(Stored data)
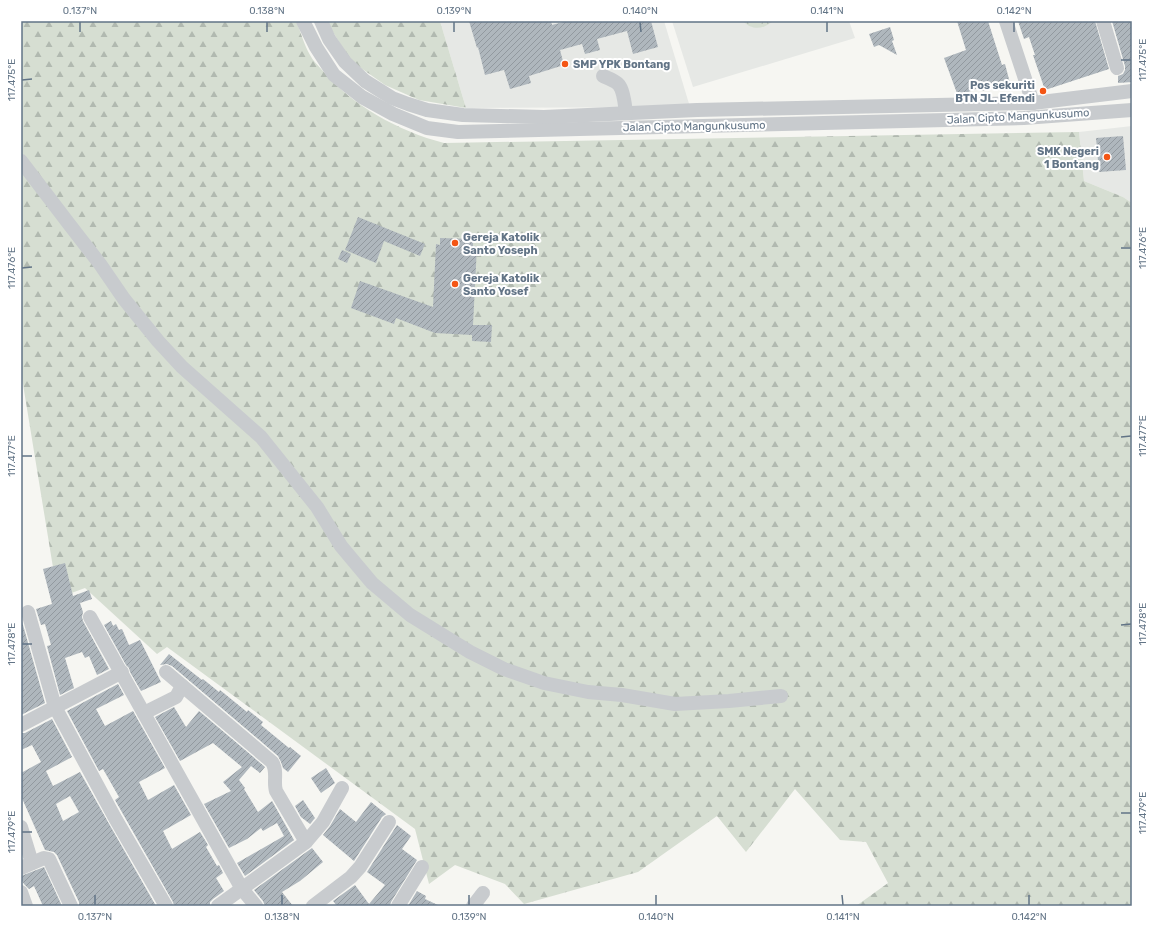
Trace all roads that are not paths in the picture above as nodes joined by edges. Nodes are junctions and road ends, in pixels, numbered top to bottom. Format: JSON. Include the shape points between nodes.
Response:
{"nodes":[{"id":1,"x":303,"y":21,"type":"edge"},
{"id":2,"x":321,"y":21,"type":"edge"},
{"id":3,"x":1006,"y":21,"type":"edge"},
{"id":4,"x":1103,"y":21,"type":"edge"},
{"id":5,"x":1117,"y":68,"type":"dead end"},
{"id":6,"x":603,"y":76,"type":"dead end"},
{"id":7,"x":1132,"y":91,"type":"edge"},
{"id":8,"x":1033,"y":102,"type":"junction"},
{"id":9,"x":863,"y":106,"type":"junction"},
{"id":10,"x":1132,"y":110,"type":"edge"},
{"id":11,"x":626,"y":113,"type":"junction"},
{"id":12,"x":864,"y":122,"type":"junction"},
{"id":13,"x":21,"y":161,"type":"edge"},
{"id":14,"x":28,"y":612,"type":"dead end"},
{"id":15,"x":90,"y":616,"type":"dead end"},
{"id":16,"x":122,"y":672,"type":"junction"},
{"id":17,"x":166,"y":672,"type":"dead end"},
{"id":18,"x":177,"y":694,"type":"junction"},
{"id":19,"x":780,"y":696,"type":"dead end"},
{"id":20,"x":55,"y":707,"type":"junction"},
{"id":21,"x":144,"y":713,"type":"junction"},
{"id":22,"x":21,"y":725,"type":"edge"},
{"id":23,"x":342,"y":788,"type":"dead end"},
{"id":24,"x":389,"y":822,"type":"dead end"},
{"id":25,"x":21,"y":826,"type":"edge"},
{"id":26,"x":306,"y":842,"type":"junction"},
{"id":27,"x":26,"y":865,"type":"edge"},
{"id":28,"x":422,"y":866,"type":"dead end"},
{"id":29,"x":242,"y":889,"type":"junction"},
{"id":30,"x":21,"y":892,"type":"edge"},
{"id":31,"x":483,"y":893,"type":"dead end"},
{"id":32,"x":26,"y":906,"type":"edge"},
{"id":33,"x":71,"y":906,"type":"edge"},
{"id":34,"x":166,"y":906,"type":"edge"},
{"id":35,"x":218,"y":906,"type":"edge"},
{"id":36,"x":256,"y":906,"type":"edge"},
{"id":37,"x":313,"y":906,"type":"edge"},
{"id":38,"x":398,"y":906,"type":"edge"},
{"id":39,"x":473,"y":906,"type":"edge"}],
"edges":[{"from":1,"to":12,"type":"street","name":"Jalan Cipto Mangunkusumo","via":[[334,75],[362,97],[427,128],[458,132]]},
{"from":2,"to":11,"type":"street","name":"Jalan Cipto Mangunkusumo","via":[[329,39],[345,62],[365,81],[392,98],[427,110],[544,117]]},
{"from":3,"to":8,"type":"street"},
{"from":4,"to":5,"type":"street"},
{"from":6,"to":11,"type":"street","via":[[619,85]]},
{"from":7,"to":8,"type":"street","name":"Jalan Cipto Mangunkusumo"},
{"from":8,"to":9,"type":"street","name":"Jalan Cipto Mangunkusumo"},
{"from":9,"to":11,"type":"street","name":"Jalan Cipto Mangunkusumo"},
{"from":9,"to":12,"type":"street"},
{"from":10,"to":12,"type":"street","name":"Jalan Cipto Mangunkusumo","via":[[1024,118]]},
{"from":13,"to":19,"type":"street","via":[[158,341],[182,367],[260,438],[317,507],[341,546],[372,583],[410,615],[470,652],[544,683],[675,704]]},
{"from":14,"to":20,"type":"street"},
{"from":15,"to":16,"type":"street"},
{"from":16,"to":20,"type":"street"},
{"from":16,"to":21,"type":"street"},
{"from":17,"to":18,"type":"street"},
{"from":18,"to":21,"type":"street"},
{"from":18,"to":26,"type":"street","via":[[272,762],[275,769],[276,791]]},
{"from":20,"to":22,"type":"street"},
{"from":20,"to":34,"type":"street"},
{"from":21,"to":29,"type":"street"},
{"from":23,"to":26,"type":"street","via":[[323,822]]},
{"from":24,"to":37,"type":"street","via":[[351,877]]},
{"from":25,"to":27,"type":"street"},
{"from":26,"to":29,"type":"street"},
{"from":27,"to":33,"type":"street","via":[[44,858],[48,859]]},
{"from":28,"to":38,"type":"street"},
{"from":29,"to":35,"type":"street"},
{"from":29,"to":36,"type":"street"},
{"from":30,"to":32,"type":"street"},
{"from":31,"to":39,"type":"street"}]}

▶ **Work item**
From the data above, determine how many lines hold "nodes", and write only the number.

▶ **Task response**
2